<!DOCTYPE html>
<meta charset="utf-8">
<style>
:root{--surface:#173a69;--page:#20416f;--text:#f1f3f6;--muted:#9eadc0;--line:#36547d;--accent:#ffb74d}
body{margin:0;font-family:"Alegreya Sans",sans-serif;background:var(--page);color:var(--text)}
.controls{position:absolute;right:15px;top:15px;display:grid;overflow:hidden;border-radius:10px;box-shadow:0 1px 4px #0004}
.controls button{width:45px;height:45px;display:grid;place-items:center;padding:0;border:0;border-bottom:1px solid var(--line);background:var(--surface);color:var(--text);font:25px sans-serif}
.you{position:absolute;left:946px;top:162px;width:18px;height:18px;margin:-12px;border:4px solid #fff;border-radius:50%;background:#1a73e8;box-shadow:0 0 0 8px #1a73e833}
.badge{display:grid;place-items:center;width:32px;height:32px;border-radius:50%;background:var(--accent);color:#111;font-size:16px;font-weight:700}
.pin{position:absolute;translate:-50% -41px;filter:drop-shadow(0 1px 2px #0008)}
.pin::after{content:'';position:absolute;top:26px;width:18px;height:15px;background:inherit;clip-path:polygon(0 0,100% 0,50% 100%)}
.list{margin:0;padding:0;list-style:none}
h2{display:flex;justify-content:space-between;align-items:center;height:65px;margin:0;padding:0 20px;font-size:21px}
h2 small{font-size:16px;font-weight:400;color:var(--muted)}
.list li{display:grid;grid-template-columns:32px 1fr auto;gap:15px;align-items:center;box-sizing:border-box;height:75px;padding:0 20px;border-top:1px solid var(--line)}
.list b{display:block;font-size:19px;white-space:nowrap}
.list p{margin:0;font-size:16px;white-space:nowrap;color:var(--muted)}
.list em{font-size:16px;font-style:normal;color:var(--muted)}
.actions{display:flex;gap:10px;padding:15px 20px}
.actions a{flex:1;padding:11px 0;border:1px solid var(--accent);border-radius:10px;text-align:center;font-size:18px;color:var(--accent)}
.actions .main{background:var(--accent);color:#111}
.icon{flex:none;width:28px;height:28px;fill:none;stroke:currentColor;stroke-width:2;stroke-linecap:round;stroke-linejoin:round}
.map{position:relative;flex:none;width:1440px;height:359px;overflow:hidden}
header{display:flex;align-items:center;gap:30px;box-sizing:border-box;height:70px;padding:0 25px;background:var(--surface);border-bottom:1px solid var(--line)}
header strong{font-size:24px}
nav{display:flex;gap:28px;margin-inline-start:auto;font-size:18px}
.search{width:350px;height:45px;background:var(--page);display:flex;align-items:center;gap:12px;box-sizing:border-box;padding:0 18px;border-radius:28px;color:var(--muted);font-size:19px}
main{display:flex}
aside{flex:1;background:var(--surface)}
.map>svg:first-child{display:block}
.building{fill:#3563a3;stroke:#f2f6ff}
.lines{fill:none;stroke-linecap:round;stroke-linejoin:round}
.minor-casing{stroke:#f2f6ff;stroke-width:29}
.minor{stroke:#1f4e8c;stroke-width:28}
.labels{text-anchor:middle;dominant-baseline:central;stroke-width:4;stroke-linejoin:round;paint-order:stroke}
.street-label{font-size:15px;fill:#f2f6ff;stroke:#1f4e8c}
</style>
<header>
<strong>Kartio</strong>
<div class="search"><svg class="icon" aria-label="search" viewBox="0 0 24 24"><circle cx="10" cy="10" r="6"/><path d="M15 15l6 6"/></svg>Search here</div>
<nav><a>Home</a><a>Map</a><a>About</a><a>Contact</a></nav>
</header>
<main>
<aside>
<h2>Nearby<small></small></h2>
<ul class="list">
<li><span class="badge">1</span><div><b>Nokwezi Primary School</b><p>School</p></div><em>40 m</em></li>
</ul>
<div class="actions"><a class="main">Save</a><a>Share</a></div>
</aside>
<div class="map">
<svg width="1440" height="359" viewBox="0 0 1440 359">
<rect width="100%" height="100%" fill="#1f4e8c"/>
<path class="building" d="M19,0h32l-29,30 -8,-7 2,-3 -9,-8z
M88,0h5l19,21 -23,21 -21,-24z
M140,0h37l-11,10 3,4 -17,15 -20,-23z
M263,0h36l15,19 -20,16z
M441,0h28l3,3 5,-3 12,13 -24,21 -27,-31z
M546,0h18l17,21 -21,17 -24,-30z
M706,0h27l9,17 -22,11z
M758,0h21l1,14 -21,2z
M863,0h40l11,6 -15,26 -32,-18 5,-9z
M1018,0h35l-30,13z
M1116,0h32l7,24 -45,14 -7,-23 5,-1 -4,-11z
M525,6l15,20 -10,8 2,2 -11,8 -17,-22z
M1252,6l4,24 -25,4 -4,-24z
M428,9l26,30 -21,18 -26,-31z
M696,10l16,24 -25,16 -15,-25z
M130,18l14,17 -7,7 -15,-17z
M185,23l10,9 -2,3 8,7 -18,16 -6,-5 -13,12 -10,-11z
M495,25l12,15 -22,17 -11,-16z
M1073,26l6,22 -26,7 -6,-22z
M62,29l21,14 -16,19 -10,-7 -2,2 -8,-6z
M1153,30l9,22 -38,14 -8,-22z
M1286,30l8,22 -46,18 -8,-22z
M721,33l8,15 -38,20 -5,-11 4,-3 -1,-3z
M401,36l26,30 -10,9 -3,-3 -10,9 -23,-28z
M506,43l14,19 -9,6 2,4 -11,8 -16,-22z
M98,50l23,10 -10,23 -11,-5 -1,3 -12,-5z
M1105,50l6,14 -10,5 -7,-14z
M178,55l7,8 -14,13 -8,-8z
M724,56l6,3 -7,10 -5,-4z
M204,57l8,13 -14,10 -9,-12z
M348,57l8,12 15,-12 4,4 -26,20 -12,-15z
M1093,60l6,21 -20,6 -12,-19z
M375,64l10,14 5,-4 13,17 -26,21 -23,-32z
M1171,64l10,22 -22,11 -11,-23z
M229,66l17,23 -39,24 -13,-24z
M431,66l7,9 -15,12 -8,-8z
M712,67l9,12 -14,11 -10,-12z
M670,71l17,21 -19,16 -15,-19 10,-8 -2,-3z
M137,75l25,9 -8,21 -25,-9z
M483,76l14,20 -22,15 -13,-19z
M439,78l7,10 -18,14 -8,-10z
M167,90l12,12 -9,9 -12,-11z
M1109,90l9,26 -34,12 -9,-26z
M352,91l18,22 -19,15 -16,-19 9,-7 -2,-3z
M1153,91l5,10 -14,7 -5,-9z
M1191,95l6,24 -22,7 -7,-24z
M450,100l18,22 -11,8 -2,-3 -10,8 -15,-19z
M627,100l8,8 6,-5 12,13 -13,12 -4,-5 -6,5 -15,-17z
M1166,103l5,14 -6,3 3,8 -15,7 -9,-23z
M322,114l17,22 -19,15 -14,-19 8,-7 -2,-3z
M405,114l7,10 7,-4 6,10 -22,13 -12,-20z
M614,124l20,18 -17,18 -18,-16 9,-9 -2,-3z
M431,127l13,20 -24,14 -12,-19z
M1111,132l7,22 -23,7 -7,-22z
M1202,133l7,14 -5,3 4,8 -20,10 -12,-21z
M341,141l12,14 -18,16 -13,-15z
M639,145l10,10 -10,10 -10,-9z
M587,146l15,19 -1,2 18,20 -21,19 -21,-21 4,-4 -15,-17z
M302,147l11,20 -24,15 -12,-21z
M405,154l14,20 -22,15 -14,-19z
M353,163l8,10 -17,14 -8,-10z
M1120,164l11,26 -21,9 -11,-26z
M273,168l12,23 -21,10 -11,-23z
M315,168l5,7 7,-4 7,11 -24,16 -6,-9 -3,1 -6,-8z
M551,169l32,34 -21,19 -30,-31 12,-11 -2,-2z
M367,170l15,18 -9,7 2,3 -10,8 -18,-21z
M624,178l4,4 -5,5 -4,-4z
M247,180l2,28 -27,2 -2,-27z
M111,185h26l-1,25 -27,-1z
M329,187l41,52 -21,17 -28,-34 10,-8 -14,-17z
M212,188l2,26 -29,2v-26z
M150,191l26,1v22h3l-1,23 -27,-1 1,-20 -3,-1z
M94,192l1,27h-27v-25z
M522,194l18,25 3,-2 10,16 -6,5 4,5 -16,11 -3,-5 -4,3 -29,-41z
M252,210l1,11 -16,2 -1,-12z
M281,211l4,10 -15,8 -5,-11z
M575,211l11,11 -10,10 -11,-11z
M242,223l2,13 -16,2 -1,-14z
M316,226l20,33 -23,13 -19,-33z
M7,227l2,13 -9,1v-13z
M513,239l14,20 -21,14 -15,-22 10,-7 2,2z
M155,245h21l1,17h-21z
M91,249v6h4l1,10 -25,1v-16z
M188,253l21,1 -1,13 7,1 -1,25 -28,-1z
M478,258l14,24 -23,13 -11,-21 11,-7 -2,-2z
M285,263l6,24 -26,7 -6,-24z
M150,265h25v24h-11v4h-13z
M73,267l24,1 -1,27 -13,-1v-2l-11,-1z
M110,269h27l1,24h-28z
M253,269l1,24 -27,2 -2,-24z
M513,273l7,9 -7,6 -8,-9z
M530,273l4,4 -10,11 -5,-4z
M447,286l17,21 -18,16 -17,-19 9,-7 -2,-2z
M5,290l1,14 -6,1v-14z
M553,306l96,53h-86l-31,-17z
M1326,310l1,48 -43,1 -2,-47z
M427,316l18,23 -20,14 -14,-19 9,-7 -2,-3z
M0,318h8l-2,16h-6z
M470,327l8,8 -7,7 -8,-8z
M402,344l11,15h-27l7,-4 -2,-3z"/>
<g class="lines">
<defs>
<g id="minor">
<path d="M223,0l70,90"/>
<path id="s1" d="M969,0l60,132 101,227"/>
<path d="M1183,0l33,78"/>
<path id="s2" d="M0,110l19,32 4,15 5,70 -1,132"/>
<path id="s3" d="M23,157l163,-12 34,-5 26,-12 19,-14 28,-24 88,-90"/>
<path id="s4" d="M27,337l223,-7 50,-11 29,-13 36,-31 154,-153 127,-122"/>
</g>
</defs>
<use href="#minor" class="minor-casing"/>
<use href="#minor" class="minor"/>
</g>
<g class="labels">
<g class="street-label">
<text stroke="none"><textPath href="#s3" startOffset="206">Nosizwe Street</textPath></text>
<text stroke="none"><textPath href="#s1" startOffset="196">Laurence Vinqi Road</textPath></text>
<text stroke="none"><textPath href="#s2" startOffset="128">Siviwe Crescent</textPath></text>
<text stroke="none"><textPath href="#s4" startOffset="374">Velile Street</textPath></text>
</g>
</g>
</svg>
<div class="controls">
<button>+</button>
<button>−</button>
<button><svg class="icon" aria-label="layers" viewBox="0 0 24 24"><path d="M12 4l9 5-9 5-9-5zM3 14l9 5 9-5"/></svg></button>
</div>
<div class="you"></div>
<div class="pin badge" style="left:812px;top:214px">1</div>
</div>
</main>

● **Your instructions**
Could you copy out every line in the material above that contains the string "controls"?

● **Task output**
.controls{position:absolute;right:15px;top:15px;display:grid;overflow:hidden;border-radius:10px;box-shadow:0 1px 4px #0004}
.controls button{width:45px;height:45px;display:grid;place-items:center;padding:0;border:0;border-bottom:1px solid var(--line);background:var(--surface);color:var(--text);font:25px sans-serif}
<div class="controls">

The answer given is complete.